→ **Task prompt**: Please make an exact copy of the lines from the one holding "Which roads connect" through the end of the data, both ends included, with no pictures.

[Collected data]
:::
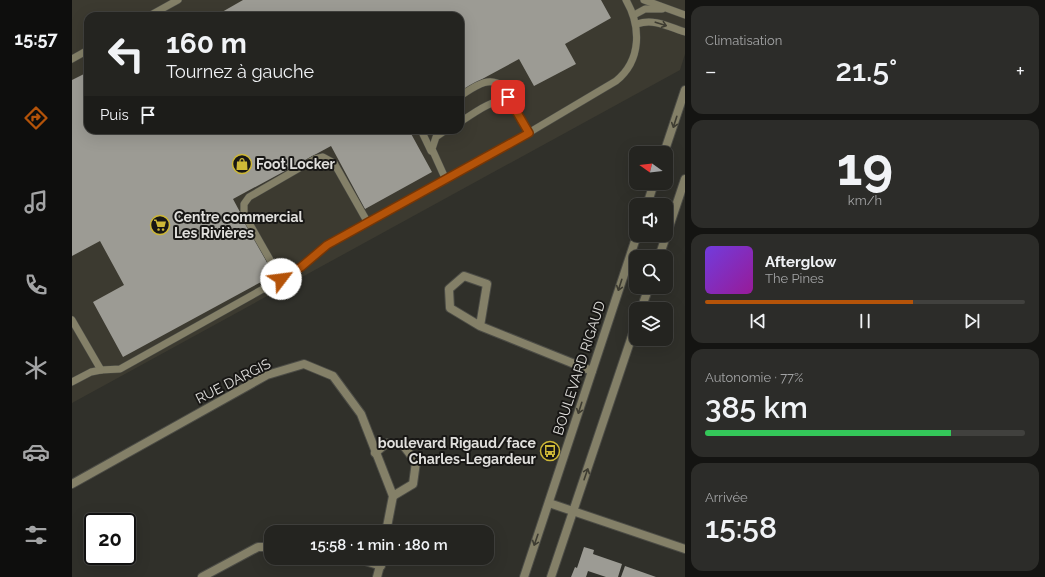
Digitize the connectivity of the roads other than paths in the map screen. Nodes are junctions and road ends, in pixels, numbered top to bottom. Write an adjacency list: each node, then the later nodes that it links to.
1 (178, 0): 5 (lane)
2 (626, 0): 6 (lane)
3 (644, 0): 4 (lane)
4 (667, 9): 6 (lane); 7 (lane)
5 (156, 12)
6 (634, 15): 8 (lane)
7 (685, 15)
8 (637, 24): 9 (lane, one-way to 9); 16 (lane)
9 (685, 32)
10 (84, 52): 11 (lane)
11 (72, 59)
12 (685, 90): 19 (street, one-way to 19)
13 (464, 94): 14 (lane)
14 (514, 107): 15 (lane); 16 (lane)
15 (464, 120)
16 (529, 133): 22 (lane)
17 (423, 134): 20 (lane)
18 (439, 134): 20 (lane)
19 (666, 146)
20 (433, 155): 22 (lane)
21 (685, 179): 25 (street)
22 (446, 180): 23 (lane)
23 (368, 223): 26 (lane); 26 (lane)
24 (635, 242): 31 (street, BOULEVARD RIGAUD, one-way to 31)
25 (661, 250)
26 (281, 279): 30 (lane)
27 (72, 320): 30 (lane)
28 (480, 326): 28 (street); 31 (street)
29 (629, 345): 37 (street, one-way to 29)
30 (101, 370): 32 (lane)
31 (592, 371): 36 (street, BOULEVARD RIGAUD, one-way to 36)
32 (72, 382)
33 (374, 452): 34 (street, RUE DARGIS); 35 (street, RUE DARGIS); 35 (street)
34 (72, 484)
35 (393, 496): 38 (street)
36 (549, 504): 37 (street); 44 (street, BOULEVARD RIGAUD, one-way to 44)
37 (573, 510): 40 (street); 45 (street)
38 (387, 525)
39 (264, 547): 42 (street)
40 (685, 549)
41 (380, 565): 43 (street)
42 (202, 577)
43 (377, 577)
44 (524, 577)
45 (551, 577)

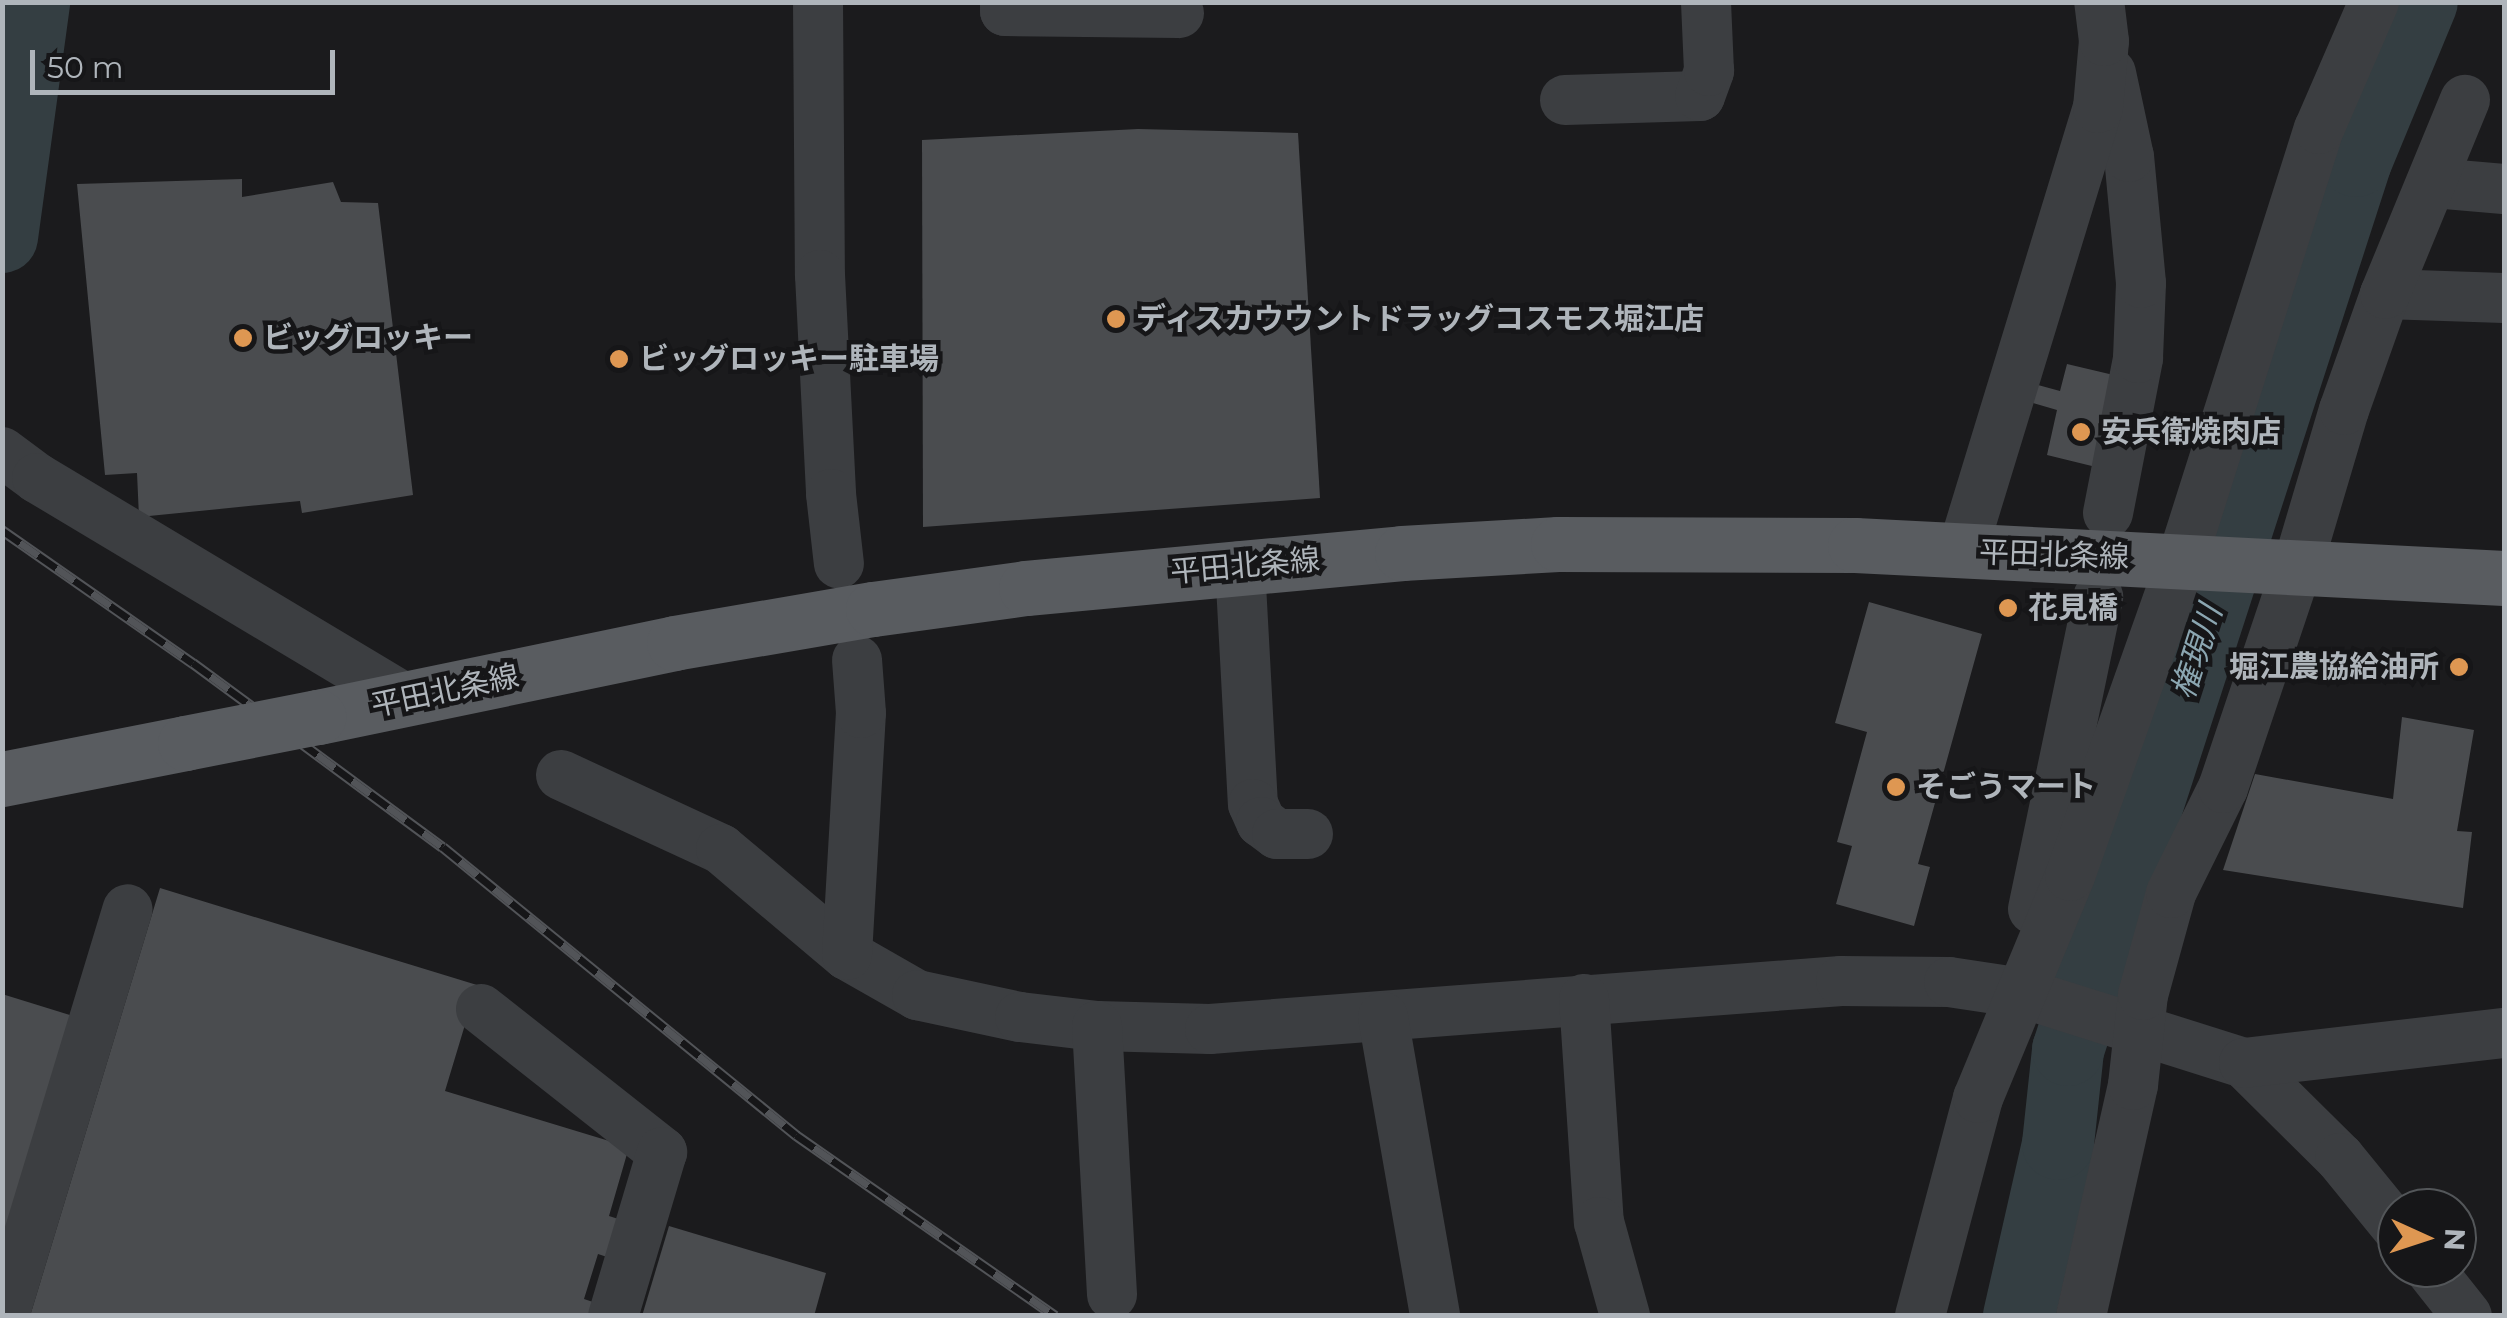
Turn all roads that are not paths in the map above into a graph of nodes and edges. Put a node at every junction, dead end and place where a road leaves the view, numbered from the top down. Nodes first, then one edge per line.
1 (818, 2) edge
2 (1006, 2) edge
3 (1706, 2) edge
4 (2374, 2) edge
5 (1179, 12) dead end
6 (2102, 22) edge
7 (2465, 100) dead end
8 (1567, 105) dead end
9 (2434, 182) junction
10 (2504, 189) edge
11 (2385, 294) junction
12 (2504, 298) edge
13 (20, 465) edge
14 (2108, 513) dead end
15 (1962, 552) junction
16 (2188, 560) junction
17 (838, 564) dead end
18 (2288, 565) junction
19 (1240, 566) junction
20 (2504, 578) edge
21 (2098, 597) dead end
22 (856, 660) dead end
23 (408, 700) junction
24 (561, 775) dead end
25 (2, 779) edge
26 (1308, 834) dead end
27 (128, 910) dead end
28 (846, 955) junction
29 (2037, 997) junction
30 (1584, 999) junction
31 (481, 1009) dead end
32 (1384, 1017) junction
33 (1096, 1026) junction
34 (2130, 1028) junction
35 (2504, 1034) edge
36 (2244, 1063) junction
37 (2377, 1203) edge
38 (2445, 1288) edge
39 (1112, 1295) dead end
40 (4, 1316) edge
41 (614, 1316) edge
42 (1435, 1316) edge
43 (1625, 1316) edge
44 (1920, 1316) edge
45 (2081, 1316) edge
46 (2467, 1316) edge

1 - 17 street
2 - 5 street
3 - 8 street
4 - 16 street
6 - 14 street
6 - 15 street
7 - 9 street
9 - 10 street
9 - 11 street
11 - 12 street
11 - 18 street
13 - 23 street
15 - 16 main road, 平田北条線
15 - 19 main road, 平田北条線
16 - 18 main road, 平田北条線
16 - 29 street
18 - 20 main road, 平田北条線
18 - 34 street
19 - 23 main road, 平田北条線
19 - 26 street
21 - 29 street
22 - 28 street
23 - 25 main road, 平田北条線, bridge
24 - 28 street
27 - 40 street
28 - 33 street
29 - 30 street
29 - 34 street
29 - 44 street
30 - 32 street
30 - 43 street
31 - 41 street
32 - 33 street
32 - 42 street
33 - 39 street
34 - 36 street
34 - 45 street
35 - 36 street
36 - 37 street
38 - 46 street

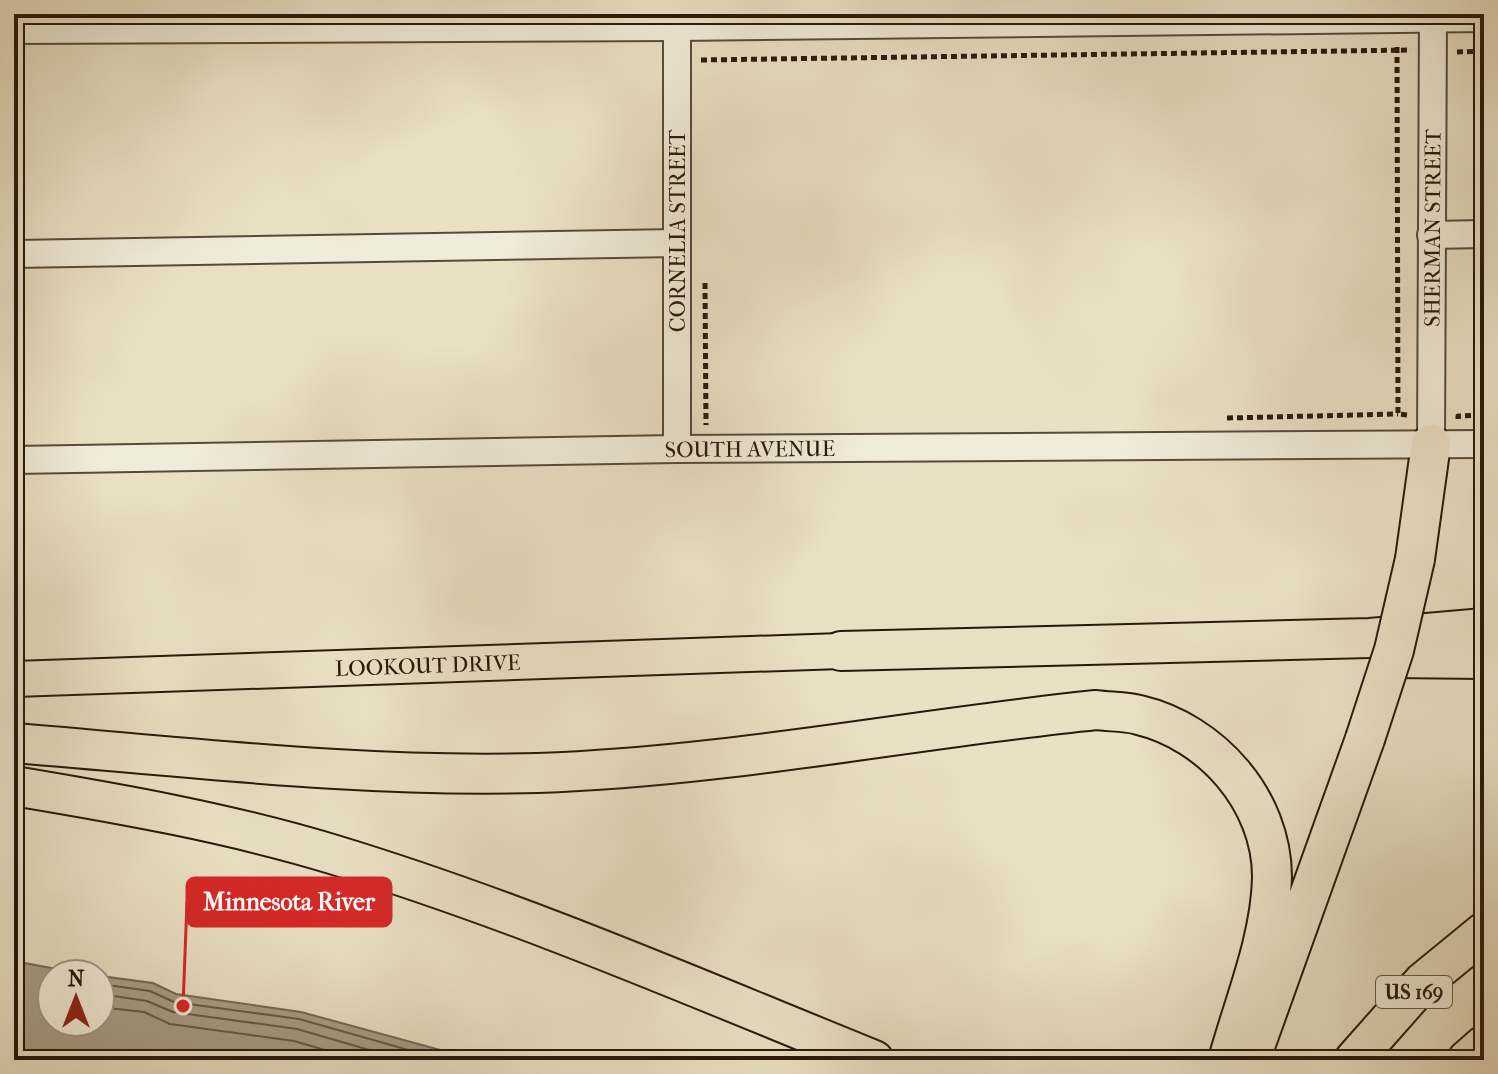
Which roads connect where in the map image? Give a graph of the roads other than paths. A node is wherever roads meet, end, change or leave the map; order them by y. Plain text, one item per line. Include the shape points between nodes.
1 (1433, 16) edge
2 (1484, 18) edge
3 (677, 21) edge
4 (14, 30) edge
5 (1484, 234) edge
6 (1431, 235) junction
7 (677, 243) junction
8 (14, 254) edge
9 (1431, 430) junction
10 (1484, 444) edge
11 (677, 449) junction
12 (14, 460) edge
13 (1484, 628) edge
14 (841, 651) junction
15 (1484, 659) edge
16 (14, 679) edge
17 (14, 743) edge
18 (14, 786) edge
19 (1484, 932) edge
20 (1484, 1045) edge
21 (874, 1060) edge
22 (1228, 1060) edge
23 (1251, 1060) edge
24 (1354, 1060) edge
25 (1467, 1060) edge

1 - 2 street
1 - 3 street
1 - 6 street, SHERMAN STREET
3 - 4 street
3 - 7 street, CORNELIA STREET
5 - 6 street
6 - 9 street, SHERMAN STREET
7 - 8 street
7 - 11 street, CORNELIA STREET
9 - 10 street, SOUTH AVENUE
9 - 11 street, SOUTH AVENUE
9 - 23 highway, bridge via 1415,559 1394,650
11 - 12 street, SOUTH AVENUE
13 - 14 highway via 1370,638
14 - 15 highway
14 - 16 main road, LOOKOUT DRIVE
17 - 22 highway via 361,771 540,773 645,767 1083,712 1139,715 1185,732 1225,762 1266,834 1272,875 1269,911
18 - 21 highway via 223,825 348,859 575,939
19 - 24 highway, US 169 via 1423,982
20 - 25 highway

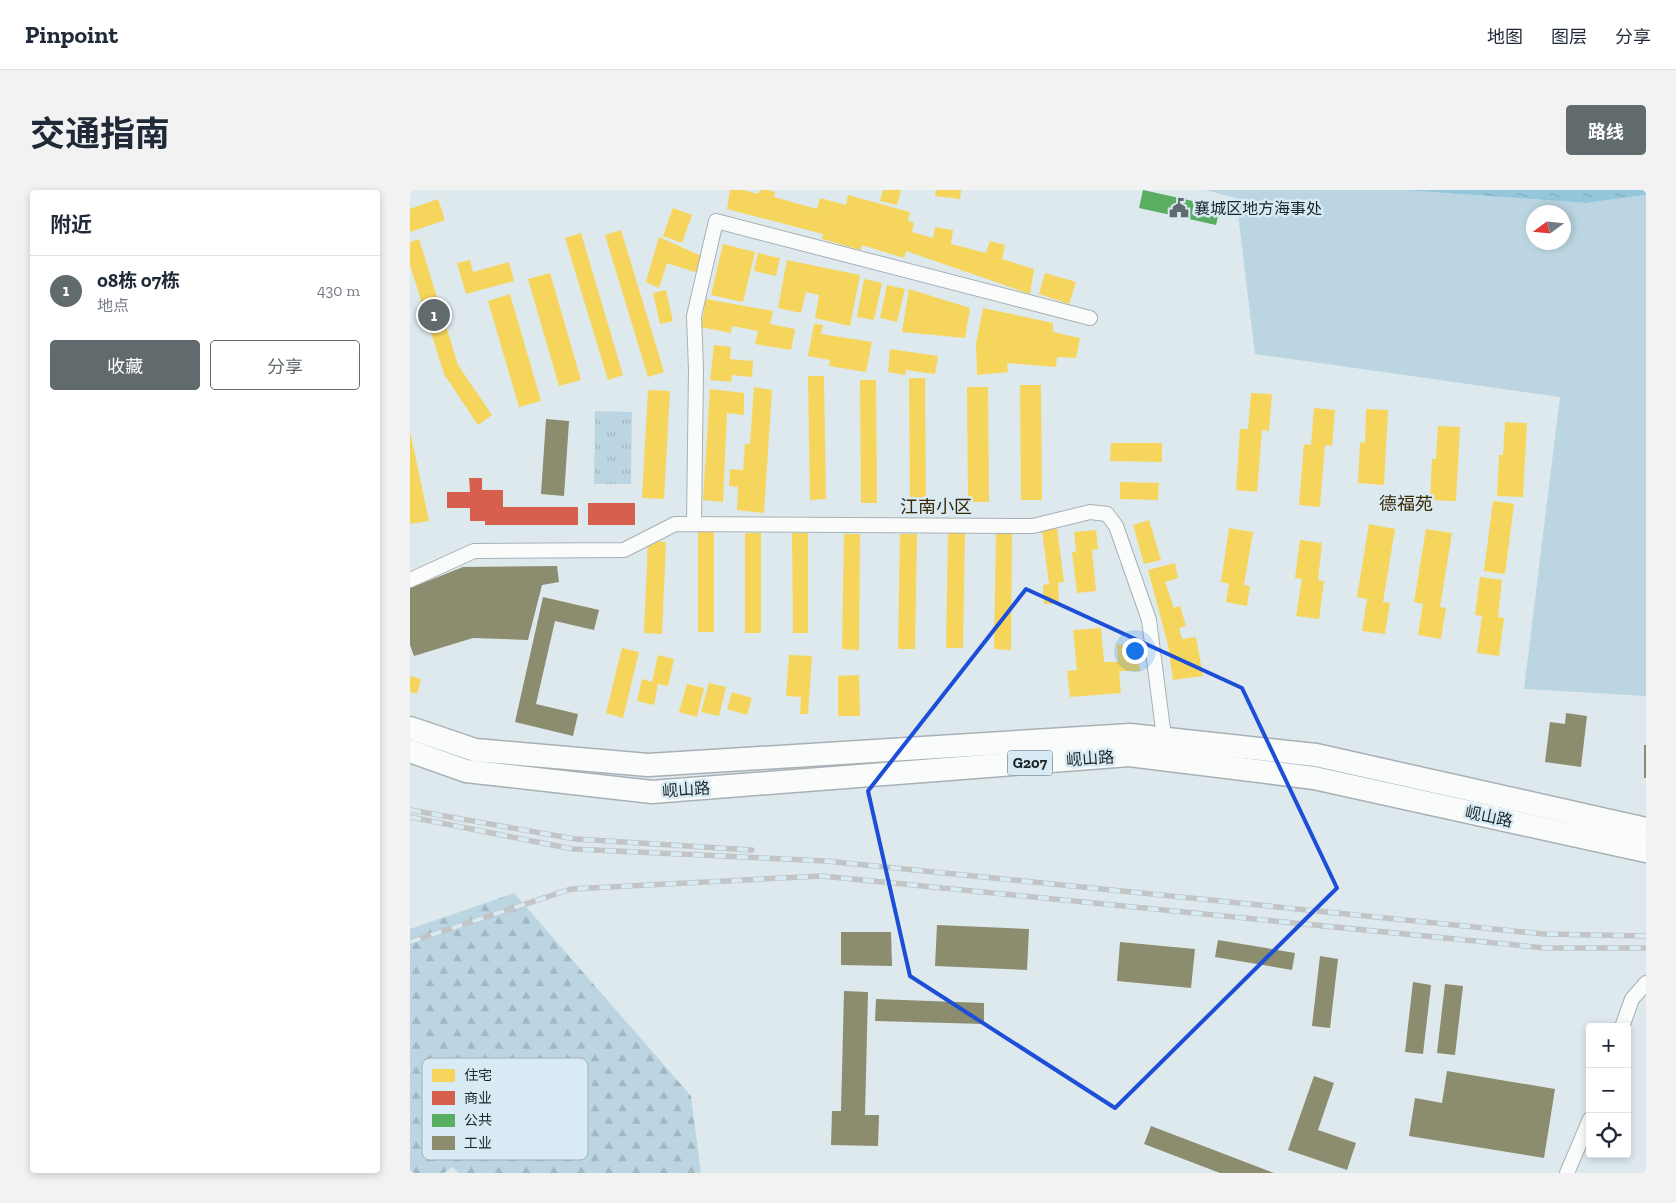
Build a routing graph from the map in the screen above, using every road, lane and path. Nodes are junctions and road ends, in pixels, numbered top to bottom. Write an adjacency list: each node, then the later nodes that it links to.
:::
→ **Response box**:
Which roads connect where in the map image? Give a graph of the roads other than paths. A node is wherever roads meet, end, change or leave the map; order them by y. Plain text, one item per line. Include the shape points between nodes.
1 (1433, 16) edge
2 (1484, 18) edge
3 (677, 21) edge
4 (14, 30) edge
5 (1484, 234) edge
6 (1431, 235) junction
7 (677, 243) junction
8 (14, 254) edge
9 (1431, 430) junction
10 (1484, 444) edge
11 (677, 449) junction
12 (14, 460) edge
13 (1484, 628) edge
14 (841, 651) junction
15 (1484, 659) edge
16 (14, 679) edge
17 (14, 743) edge
18 (14, 786) edge
19 (1484, 932) edge
20 (1484, 1045) edge
21 (874, 1060) edge
22 (1228, 1060) edge
23 (1251, 1060) edge
24 (1354, 1060) edge
25 (1467, 1060) edge

1 - 2 street
1 - 3 street
1 - 6 street, SHERMAN STREET
3 - 4 street
3 - 7 street, CORNELIA STREET
5 - 6 street
6 - 9 street, SHERMAN STREET
7 - 8 street
7 - 11 street, CORNELIA STREET
9 - 10 street, SOUTH AVENUE
9 - 11 street, SOUTH AVENUE
9 - 23 highway, bridge via 1415,559 1394,650
11 - 12 street, SOUTH AVENUE
13 - 14 highway via 1370,638
14 - 15 highway
14 - 16 main road, LOOKOUT DRIVE
17 - 22 highway via 361,771 540,773 645,767 1083,712 1139,715 1185,732 1225,762 1266,834 1272,875 1269,911
18 - 21 highway via 223,825 348,859 575,939
19 - 24 highway, US 169 via 1423,982
20 - 25 highway

Build a routing graph from the map in the screen above, using every road, lane and path. Nodes are junctions and road ends, in pixels, numbered top to bottom. Write an adjacency list: each node, then the later nodes that it links to.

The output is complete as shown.